Si vous assistez à une pièce se déroulant lors de la deuxième invasion de l'Irak avec des attentes non déraisonnables de réalisme réaliste, le film de Rajiv Joseph Tigre du Bengale au zoo de Bagdad est là pour les confondre. Nominé pour un prix Pulitzer lors de sa première apparition à Broadway en 2011, il a mis du temps à apparaître ici sur scène et la production du Young Vic en est justement la première européenne.
Il se pourrait simplement que, jusqu’à présent, personne n’ait été assez courageux pour s’y lancer. Avec Robin Williams apparaissant dans le rôle titre original du Tigre, ce serait un acte difficile à suivre. Mais il y a d'autres obstacles potentiels ici – c'est une pièce difficile à définir mais disons simplement que c'est une tragi-comédie surréaliste se déroulant dans une zone de guerre avec des connotations métaphysiques. Permettez-moi aussi de dire dès le départ que, entre les mains du réalisateur Omar Elerian, cela fonctionne.
Kathryn Hunter au Tigre du Tigre du Bengale au zoo de Bagdad au Young Vic
Notre tigresse est Kathryn Hunter qui joue à la fois le rôle d'une philosophe fatiguée du monde et d'une rockeuse vieillissante – et ce serait une performance remarquable même si elle n'avait pas été recrutée au dernier moment pour remplacer un David Threlfall malade. Elle (et elle souligne le mot) a été extraite des mangroves des Sundarbans et déposée pendant 12 ans dans sa « cellule » du zoo de Bagdad qui, au moment de l'invasion américaine, est gardée par un couple de marines américains, Tom (Patrick Gibson) et Kev (Arinze Kene) déjà visiblement dépassés.

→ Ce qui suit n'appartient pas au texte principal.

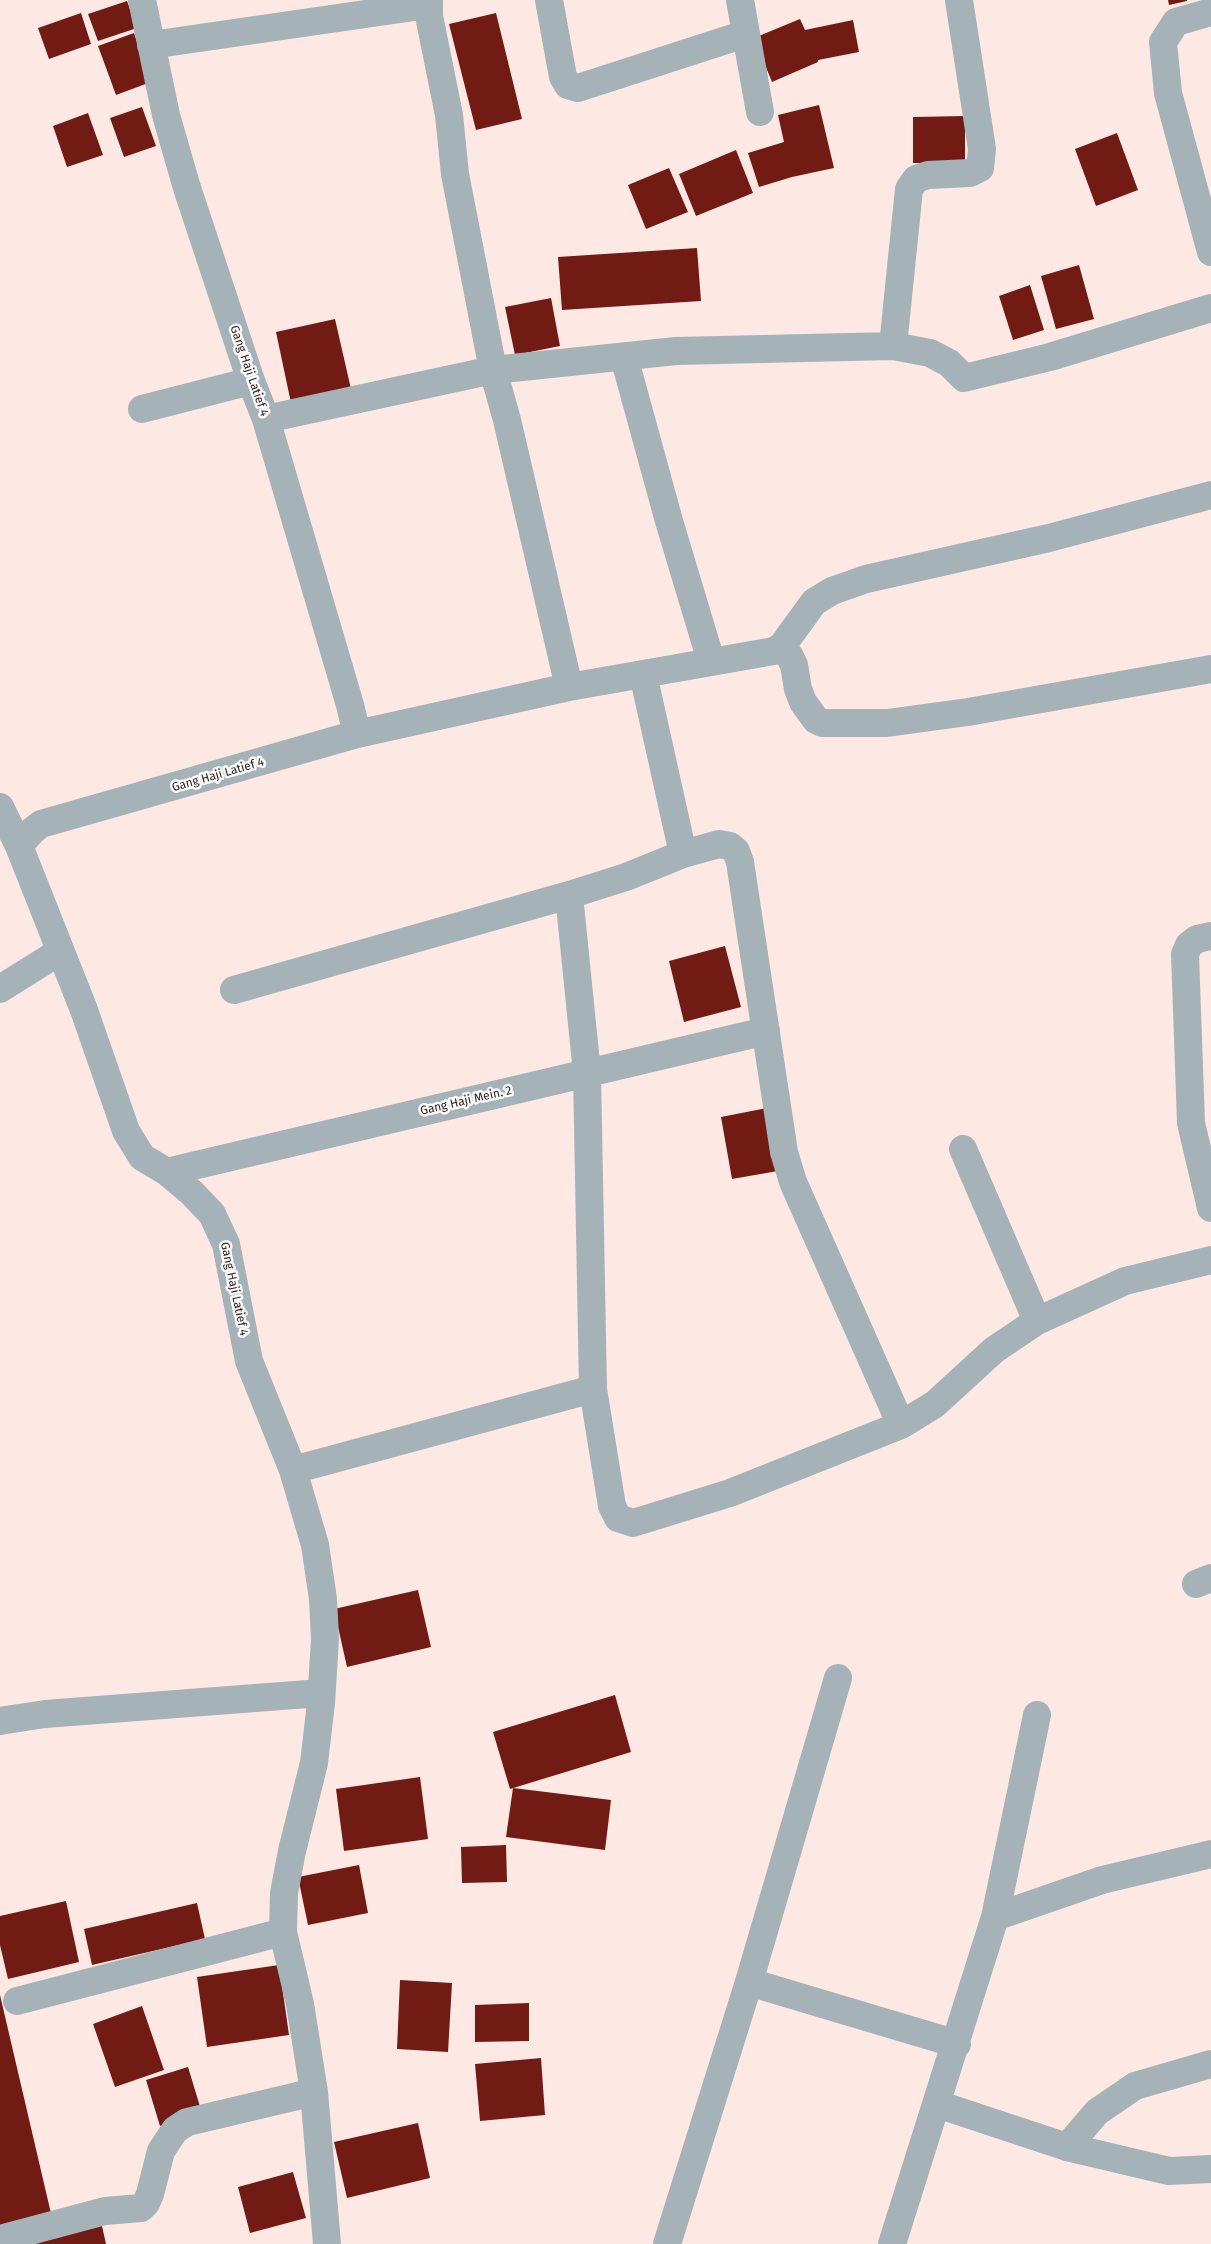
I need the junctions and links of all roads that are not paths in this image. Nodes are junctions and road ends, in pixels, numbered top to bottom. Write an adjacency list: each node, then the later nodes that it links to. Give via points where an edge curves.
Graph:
1 (142, 0): 8 (street, Gang Haji Latief 4)
2 (549, 0): 7 (street, via 563,77 568,85 578,88)
3 (740, 0): 7 (street)
4 (959, 0): 12 (street, via 982,149 980,168 970,173 916,178 908,189)
5 (428, 2): 8 (street); 14 (street, via 449,115 455,174)
6 (1211, 12): 10 (street, via 1176,22 1163,42 1168,93)
7 (745, 34): 9 (street)
8 (151, 45): 15 (street, Gang Haji Latief 4, via 187,188)
9 (760, 112)
10 (1211, 252)
11 (1211, 308): 12 (street, via 1050,357 964,378 949,363 930,353)
12 (894, 346): 13 (street, via 676,351)
13 (624, 357): 14 (street); 20 (street)
14 (493, 370): 17 (street); 23 (street)
15 (251, 381): 16 (street); 17 (street, Gang Haji Latief 4)
16 (142, 409)
17 (266, 419): 24 (street, Gang Haji Latief 4)
18 (1211, 495): 19 (street, via 1049,538 866,579 814,602)
19 (782, 646): 20 (street, via 774,651); 21 (street, via 794,665 803,702 822,723 887,723 968,712)
20 (711, 661): 22 (street)
21 (1211, 669)
22 (643, 674): 23 (street); 27 (street)
23 (569, 687): 24 (street)
24 (357, 734): 26 (street, Gang Haji Latief 4, via 41,824)
25 (0, 807): 26 (street)
26 (19, 846): 30 (street, Gang Haji Latief 4)
27 (683, 854): 28 (street); 33 (street, via 719,844 736,850)
28 (569, 895): 32 (street); 35 (street)
29 (1211, 936): 34 (street, via 1193,942 1185,954)
30 (59, 952): 31 (street); 37 (street, Gang Haji Latief 4, via 84,1010 126,1131 142,1157)
31 (0, 990)
32 (234, 990)
33 (766, 1030): 35 (street, Gang Haji Mein. 2); 42 (street, via 784,1152 793,1182)
34 (1200, 1072): 38 (street, via 1192,1124)
35 (587, 1074): 37 (street, Gang Haji Mein. 2); 41 (street)
36 (963, 1149): 40 (street)
37 (167, 1172): 43 (street, Gang Haji Latief 4, via 212,1214 226,1244 249,1361)
38 (1211, 1208)
39 (1211, 1260): 40 (street, via 1125,1281)
40 (1037, 1321): 42 (street, via 994,1350 935,1404)
41 (593, 1389): 42 (street, via 612,1506 618,1518 633,1523 730,1493); 43 (street)
42 (901, 1425)
43 (293, 1470): 45 (street, Gang Haji Latief 4, via 315,1545 323,1599 325,1639)
44 (838, 1678): 51 (street)
45 (321, 1693): 47 (street, via 45,1714); 50 (street, Gang Haji Latief 4, via 314,1763 284,1893)
46 (1037, 1715): 49 (street)
47 (0, 1721)
48 (1211, 1854): 49 (street, via 1102,1880)
49 (996, 1917): 53 (street)
50 (283, 1932): 52 (street); 55 (street, Gang Haji Latief 4, via 300,2004)
51 (749, 1982): 53 (street); 61 (street)
52 (17, 2001)
53 (957, 2044): 56 (street)
54 (1211, 2064): 57 (street, via 1135,2086 1097,2112)
55 (314, 2092): 59 (street, via 187,2122 174,2130 161,2151 150,2194 141,2208 105,2211); 60 (street, Gang Haji Latief 4)
56 (937, 2104): 57 (street); 62 (street)
57 (1067, 2147): 58 (street, via 1169,2171)
58 (1211, 2169)
59 (0, 2239)
60 (327, 2244)
61 (667, 2244)
62 (892, 2244)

Vous savez que vous êtes dans une zone de guerre. Parfois, les hélicoptères vrombissent de manière assourdissante, la scène est plongée dans l'obscurité, à l'exception des torches qui se balancent de manière aveuglante dans le public, les voix se parlent entre elles et dans des langues différentes. Même assis dans les gradins, on sent leur désorientation et le brouillard de la guerre. Et quand Tom décide de nourrir le tigre et qu'il lui mord la main, le sang s'ajoute au chaos. Pour Tiger, cependant, c'est simple : elle fait simplement ce qu'un tigre est censé faire. À ce stade, Kev l'abat et elle devient le premier des nombreux fantômes à traquer la scène.
Kev, cependant, est le seul à pouvoir voir le fantôme de Tiger alors qu'elle recherche Dieu et le sens de la vie – au point de tenter le végétarisme (et d'échouer) comme moyen d'apaiser le péché d'être un tigre. Mais alors, affirme-t-elle, si Dieu ne voulait pas qu’une créature qui tue se nourrisse, pourquoi inventer les tigres en premier lieu ? Son pire crime a été la mort d'un enfant, mais comme elle le souligne, du point de vue d'un tigre : « Ce n'était pas cruel. C'était un déjeuner. »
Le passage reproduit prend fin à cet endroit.